Instead of building sustainable competitive advantages

Becoming a Successful Economical Sustainable Company
Instead of building sustainable competitive advantages…

Rita Gunther McGrath, associate professor of management at Columbia Business School and author of the book ’’The End of competitive advantage’’, has documented that the factors that used to bring automatic success to companies over time, like scale, market position or product differentiation are increasingly unreliable. And it’s getting worse with technological disruption, globalization, digitalization, lack of growth and regulatory shifts.

On one hand, advantage is transient. On the other, the core competences and the corporate identity is slow to change. The capabilities that make companies truly great or different are slow to develop and can’t be built overnight.

What should companies do? One current hypothesis has suggested that quickly adaptations and agility is the answer. Companies with the power to move quickly and easily to a different product mix or position will make the right move.

Research on that premise was not what most chief executives might expect.

80 percent of the value destruction in the world’s biggest companies was a result of lack of strategic DNA.
It wasn’t fallout from natural disasters, lack of growth or major market shifts, but the decisions and actions made and controlled by the companies themselves that got them in the most serious trouble. In other words, companies succeed when they move in the right strategic directions, not when they move opportunistically.

Let’s start to look at the winners.
Specifically at companies that had a reputation for being successful because of what they consistently did better than anyone else. The list includes such well-known capable companies as Amazon, Apple, IKEA and Starbucks. Their greatest strength wasn’t agility in the sense of always responding quickly to external events. They were proactive, but also very measured and consistent about the big, strategic choices they made.

Five things in particular stood out that made these companies economical sustainable and successful.

1. These companies stay true to who they are. You might hypothesize that the most dynamic, agile strategy is the best strategy, but that’s not what these companies followed. They commit to an identity and play the strategy long game choosing the right direction.

2. They get out in front and shape what their customers want. You could expect these companies to assiduously research what consumers want or demand, and to respond accordingly. These companies don’t do that. They anticipate customer desires and create demand.
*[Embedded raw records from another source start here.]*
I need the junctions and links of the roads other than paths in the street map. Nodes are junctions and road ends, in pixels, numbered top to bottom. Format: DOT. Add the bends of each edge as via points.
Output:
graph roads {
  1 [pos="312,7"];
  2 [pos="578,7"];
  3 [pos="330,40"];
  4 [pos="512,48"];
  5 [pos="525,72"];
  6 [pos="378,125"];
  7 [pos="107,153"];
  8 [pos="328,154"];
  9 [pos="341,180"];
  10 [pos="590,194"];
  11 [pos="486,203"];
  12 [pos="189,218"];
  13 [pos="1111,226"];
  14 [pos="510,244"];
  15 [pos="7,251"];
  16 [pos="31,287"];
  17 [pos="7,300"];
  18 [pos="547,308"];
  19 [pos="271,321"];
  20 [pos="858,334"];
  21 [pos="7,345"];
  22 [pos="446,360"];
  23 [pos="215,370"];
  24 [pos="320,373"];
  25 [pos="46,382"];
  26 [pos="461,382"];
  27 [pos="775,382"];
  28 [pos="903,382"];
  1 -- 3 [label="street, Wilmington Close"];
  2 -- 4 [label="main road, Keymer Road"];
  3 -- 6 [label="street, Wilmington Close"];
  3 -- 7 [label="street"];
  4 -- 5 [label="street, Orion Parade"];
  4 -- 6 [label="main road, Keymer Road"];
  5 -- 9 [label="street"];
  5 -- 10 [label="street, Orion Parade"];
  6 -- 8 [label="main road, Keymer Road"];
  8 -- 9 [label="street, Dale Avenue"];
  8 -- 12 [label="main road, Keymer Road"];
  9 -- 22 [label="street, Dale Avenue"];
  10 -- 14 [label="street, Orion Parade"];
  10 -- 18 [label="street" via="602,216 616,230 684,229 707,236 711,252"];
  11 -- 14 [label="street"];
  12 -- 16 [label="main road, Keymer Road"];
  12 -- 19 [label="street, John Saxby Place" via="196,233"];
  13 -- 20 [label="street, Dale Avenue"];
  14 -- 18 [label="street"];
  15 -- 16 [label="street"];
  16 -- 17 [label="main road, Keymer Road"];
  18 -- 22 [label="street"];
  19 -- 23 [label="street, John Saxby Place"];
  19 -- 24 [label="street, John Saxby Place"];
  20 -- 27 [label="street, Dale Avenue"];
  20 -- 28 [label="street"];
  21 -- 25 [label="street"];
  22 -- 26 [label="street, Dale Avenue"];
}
3. They translate their strategic intent into the everyday. You might think that success is driven by adopting the best practices of a company’s industry or by developing functional excellence, but that’s not their focus. They build the capabilities that matter most and execute relentlessly and flawlessly.

4. They put their culture to work. You’d assume in today’s fast-changing market companies should be able to reorganize on a dime. These enterprises celebrate what is already great about their culture, leveraging their existing behaviours to make themselves more powerful and effective in the chosen strategic direction.

5. Finally, they cut costs to grow stronger. You might suppose that success comes from managing expenses across the board or directing investment rapidly to new opportunities. Not in these capable companies. They treat expenses as investments, doubling down on the capabilities that matter most in terms of bringing value to the market.

If agility is chasing opportunities presented to you by a chaotic market, then agility is not a recipe for success. It’s a guarantee of incoherence and volatile performance. But if you stay true to your identity, aware of your unique strengths and where your capabilities add the most value over time, then you won’t just be agile. You’ll be “smart agile.” Agile in a chosen strategic direction. Yours will be a truly sustainable company that will win in the market: today and over time.